El poeta Martha Eugenia Colunga Bernal
La decisión está tomada. Se pregunta si su madre alguna vez planeó lo que hizo. Sale al patio y se abre camino en la jungla de tendederos atestados de ropa ajena y torres de canastas y cubetas. Busca bajo el lavadero entre detergentes y jabones. Elige un pequeño bote rojo. Se dirige a la cocina, toma de la estufa el pocillo con el agua ya tibia y la sirve en una taza. Le agrega tres cucharadas de café soluble. Se toca la frente ardiente con la cucharilla húmeda. Los recuerdos, como ráfagas de metralleta, lo acribillan.
El taxi amarillo de su padre estacionado en la calle, con las puertas abiertas y el radio a todo volumen tocando cumbias. Él, montado sobre los anchos hombros, riendo y tratando de guardar el equilibrio mientras el hombre bailaba. Su embarazada madre llora, insulta y grita; sale de la casa llevando dos niños tomados de la mano.
Una vez dentro de la única recámara de la casa, atranca la puerta con una silla. Pone su café en la mesita metálica que hace las veces de tocador, buró y escritorio. La grabadora reparada con tela adhesiva, libros, cuadernos y la caja de zapatos llena de casetes de Joan Manuel Serrat, no alcanzan a tapar el logotipo de la Cerveza Corona. Abre el pequeño ropero que comparte con sus tres hermanos menores. Saca sus viejas botas vaqueras y acaricia los bordes ya desgastados de los tacones sin tapas. Se las pone. Remueve bolsas de plástico con ropa y saca su chamarra de cuero. Toca con cuidado los huecos descarapelados que dejan ver el color original de la piel y trata de recordar si cuando la usaba su padre ya era negra. Se la pone sobre su única raída y percudida camiseta blanca.
Una noche como otras. Gritos, llantos, insultos. El siseo del cinturón volando por el aire. Sonido de puños sobre carne. Ruido de frágiles costillas que se rompen. Una gota de sangre cae sobre su rodilla. Se agazapa aún más bajo la mesa de la cocina y aprieta entre las manos sus muñecos del Santo y Blue Demon.
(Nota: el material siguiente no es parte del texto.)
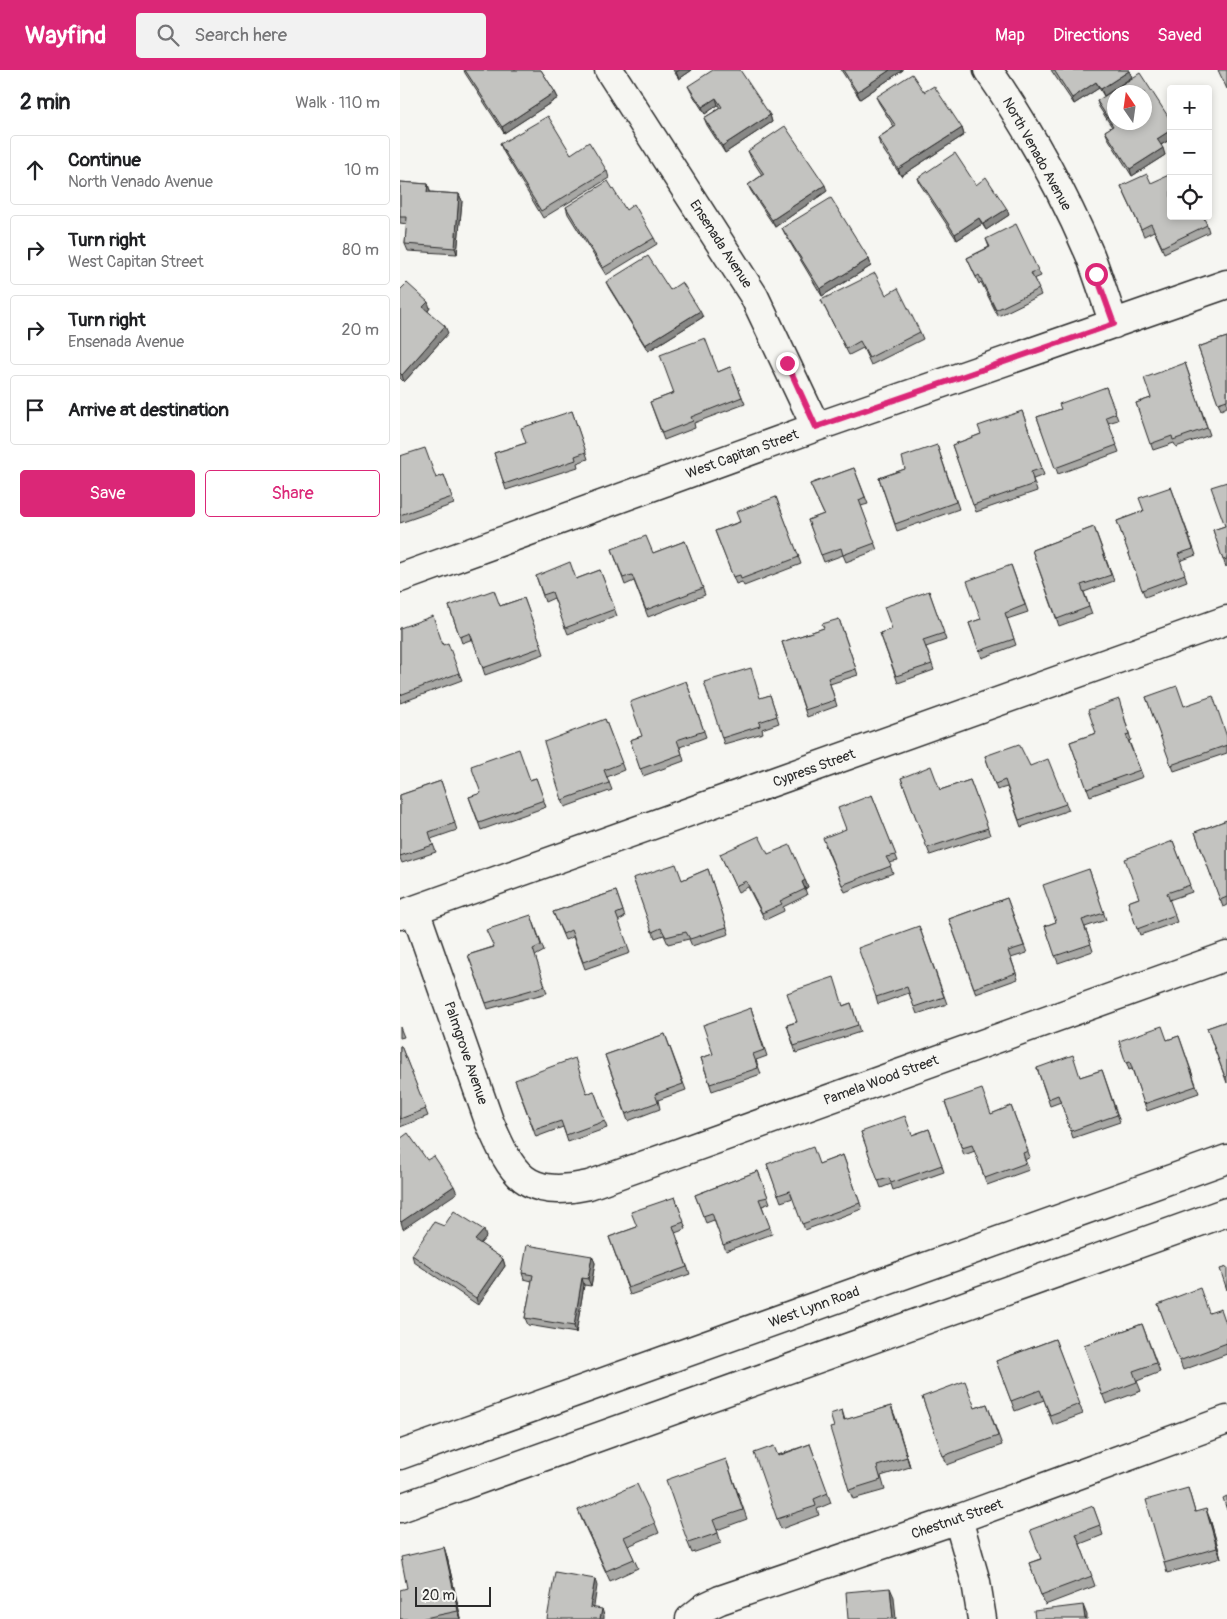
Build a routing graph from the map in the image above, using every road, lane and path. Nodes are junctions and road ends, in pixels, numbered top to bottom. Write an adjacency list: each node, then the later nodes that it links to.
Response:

Busca bajo el colchón de uno de los tres camastros y saca el frasco de Valium que le robó a su madre esa mañana. Se toma las 22 pastillas que quedaban. Antes de que hagan efecto toma su cuaderno escolar de entre la pila de libros sobre la mesa metálica. Arranca dos hojas amarillas donde había escrito los poemas que preparó para la revista que planean editar sus compañeros de prepa. Firma ambos poemas con el sobrenombre que le pusieron sus amigos: El Yaqui. Cruza los dedos y por un segundo su imberbe cara se ilumina con una breve sonrisa al recordar a Laura, Jacobo, Tere. Escribe sobre una hoja limpia una despedida para su madre. La pone sobre los poemas. Saca del pantalón el botecito rojo y lo abre. Sirve en el café —ya frío— el veneno para ratas y lo bebe de un trago.
La cara de su padre en el suelo, junto a la mesa de la cocina, mirándolo. Abierta la frente por el pico de una plancha. Su madre, sangrando, hincada sobre él golpeándolo una y otra vez. Marco se pregunta si la gota de sangre que cayó en su rodilla esa noche era de la frente de él o de la boca de ella.
Se acuesta en el lado derecho del camastro que comparte con su hermanito más pequeño y mete su mano bajo la manga izquierda de la chamarra. Cierra los ojos y empieza a mover su dedo sobre la letra que tiene tatuada en el hombro. La inicial del nombre de su padre. Siente el dolor de sus entrañas como si fueran alfileres al rojo vivo. No fue suficiente el tiempo que le dio al somnífero.